The conclusion is that, at the time of the execution of the deed, appellant still owed whatever balances were then due; that to the extent that he has not since paid them, he still owes them; that the title is in appellant, subject to the rights of respondents to subject the premises to the payment of this debt.
This situation is wholly inconsistent with any right to a strict foreclosure. The rights of the respondents are no greater or different than they would have been had a mortgage been executed in compliance with the provisions of the preliminary contract. Their rights are to foreclose and to sell in the usual way. The remedy of strict foreclosure is available only where the legal title is in the mortgagee or the vendor under a land contract. In such a situation the mortgagor or the vendor may, by strict foreclosure, cut off the equity of redemption of the mortgagor or vendee. This remedy does not lie to divest the legal title of a mortgagor. ' In such a situation the statutory method of foreclosure and sale must be followed. Green v. Pierce, 60 Wis. 372, 19
It follows that the judgment must be reversed. It appears from a consideration of the record that all of the issues with reference to the amounts due have been fully tried. The only questions raised upon this appeal have to do with the situation created by William’s assignment of his share to his parents, and the effect of the transaction by which appellant purchased Tilmer’s share for $7,500. In the light of our previous conclusions in this matter, it seems clear that the debt to William passed by assignment to his parents, the vendors, and should be added to the amount due the administrator. By his election to become one of the grantees of the deed, Tilmer waived his right to receive any sum under the contract.

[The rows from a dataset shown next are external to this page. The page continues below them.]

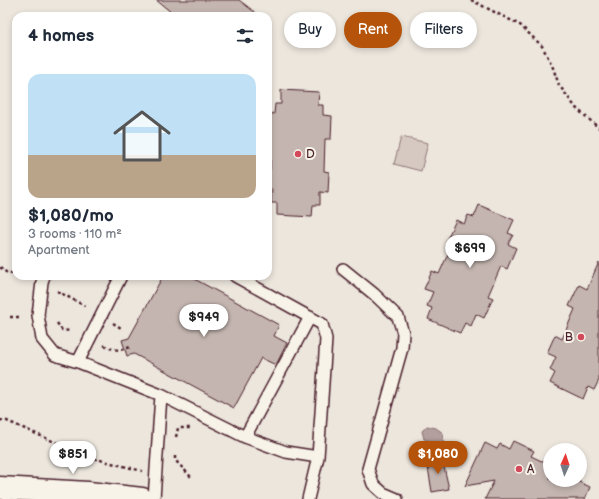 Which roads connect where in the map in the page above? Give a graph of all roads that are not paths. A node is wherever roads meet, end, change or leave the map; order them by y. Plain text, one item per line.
1 (343, 269) dead end
2 (43, 280) edge
3 (119, 280) edge
4 (241, 280) edge
5 (310, 317) junction
6 (78, 362) junction
7 (161, 395) junction
8 (245, 437) junction
9 (318, 457) junction
10 (0, 488) edge
11 (142, 499) edge
12 (154, 499) edge
13 (308, 499) edge
14 (397, 499) edge

1 - 14 lane
2 - 6 lane
3 - 6 lane
4 - 5 lane
5 - 8 lane
5 - 9 lane
6 - 7 lane
7 - 8 lane
7 - 12 lane
8 - 9 lane
9 - 13 lane
10 - 11 street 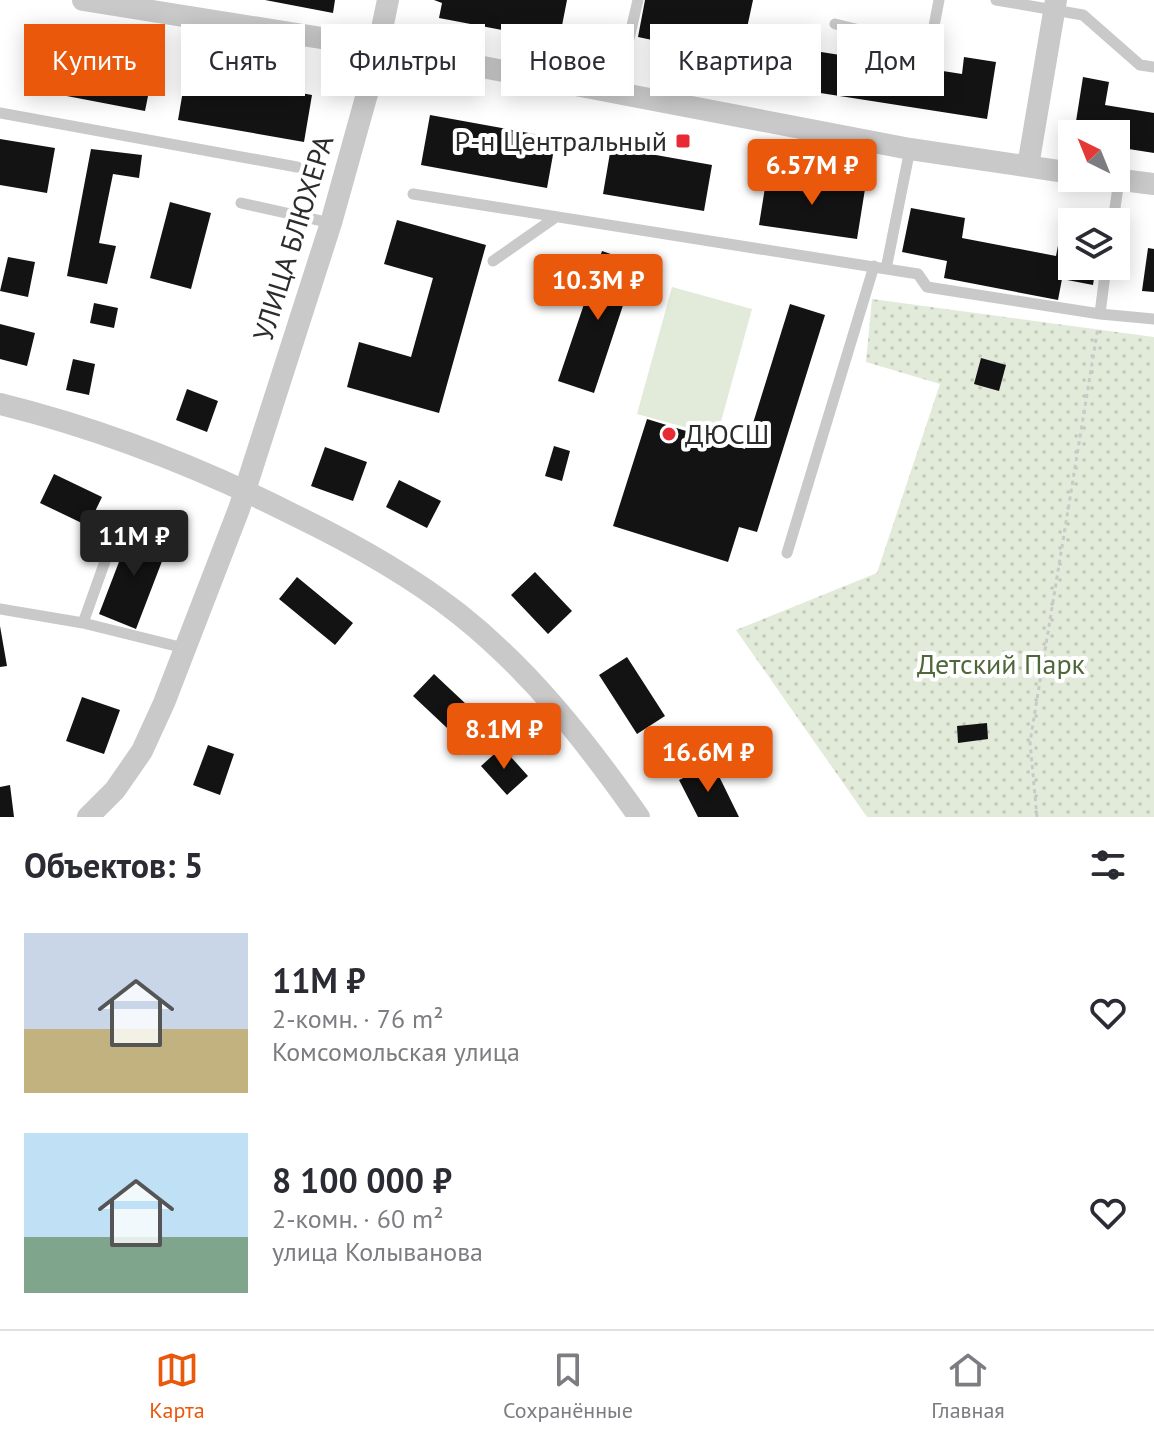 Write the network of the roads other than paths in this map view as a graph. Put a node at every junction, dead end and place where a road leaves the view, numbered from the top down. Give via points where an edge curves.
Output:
1 (83, 0) edge
2 (388, 0) edge
3 (638, 0) edge
4 (939, 0) edge
5 (996, 0) edge
6 (1055, 5) edge
7 (149, 6) edge
8 (383, 24) edge
9 (632, 24) edge
10 (835, 24) dead end
11 (321, 37) edge
12 (1154, 67) edge
13 (365, 96) edge
14 (627, 96) edge
15 (0, 113) edge
16 (910, 149) junction
17 (1028, 166) junction
18 (297, 167) dead end
19 (1058, 171) edge
20 (1130, 181) edge
21 (1154, 184) edge
22 (413, 194) dead end
23 (241, 203) dead end
24 (556, 217) junction
25 (331, 223) junction
26 (493, 261) dead end
27 (874, 266) junction
28 (886, 269) junction
29 (1104, 280) edge
30 (1100, 314) junction
31 (1154, 319) edge
32 (0, 404) edge
33 (246, 491) junction
34 (113, 539) dead end
35 (787, 553) dead end
36 (0, 609) edge
37 (83, 623) junction
38 (184, 648) junction
39 (88, 817) edge
40 (639, 817) edge

1 - 7 street
2 - 8 street, УЛИЦА БЛЮХЕРА
3 - 9 lane
4 - 10 lane via 930,47
5 - 6 lane
6 - 12 lane via 1083,15 1140,65
6 - 17 street
7 - 11 street
13 - 25 street, УЛИЦА БЛЮХЕРА
14 - 16 street
15 - 18 lane
16 - 17 street
16 - 28 lane
17 - 19 street
20 - 21 street
22 - 24 lane
23 - 25 lane
24 - 26 lane
24 - 27 lane
25 - 33 street, УЛИЦА БЛЮХЕРА
27 - 28 lane
27 - 35 lane
28 - 30 lane via 918,274 927,287
29 - 30 lane
30 - 31 lane
32 - 33 street via 145,449
33 - 38 street, УЛИЦА БЛЮХЕРА
33 - 40 street via 398,570 460,615 564,716
34 - 37 lane
36 - 37 lane
37 - 38 lane
38 - 39 street, УЛИЦА БЛЮХЕРА via 142,751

It is also contended that the action was prematurely brought. The provisions of the contract are as follows :
“The said sum of $6,000 to the parties of the first part to be paid in annual installments of $200 each until the death of both of said parties, at which time the balance then unpaid shall all become due and payable. The said sum of $6,000 to bear interest at the rate of five per cent on the deferred payments, payable annually.”
Respondents contend that from the use of the word “all,” as well as a consideration of the gwasi-testamentary character of the stipulated payments to appellant’s brothers and sisters, it was the intention that the whole sum stipulated as the purchase-price should become due at the death of the survivor of the grantors. On the other hand, it is asserted by appellant that the clause in question deals solely with the amount due the vendors. Appellant’s contention seems clearly to be sound, but in view of the fact that the fifteen years since the date of execution of the contract have now fully elapsed, the contention offers no present obstacle to a complete disposition of this matter.
By the Court. — Judgment reversed, and cause remanded with directions for further proceedings in accordance with this opinion.
A motion for a rehearing was denied, without costs, on October 9, 1934.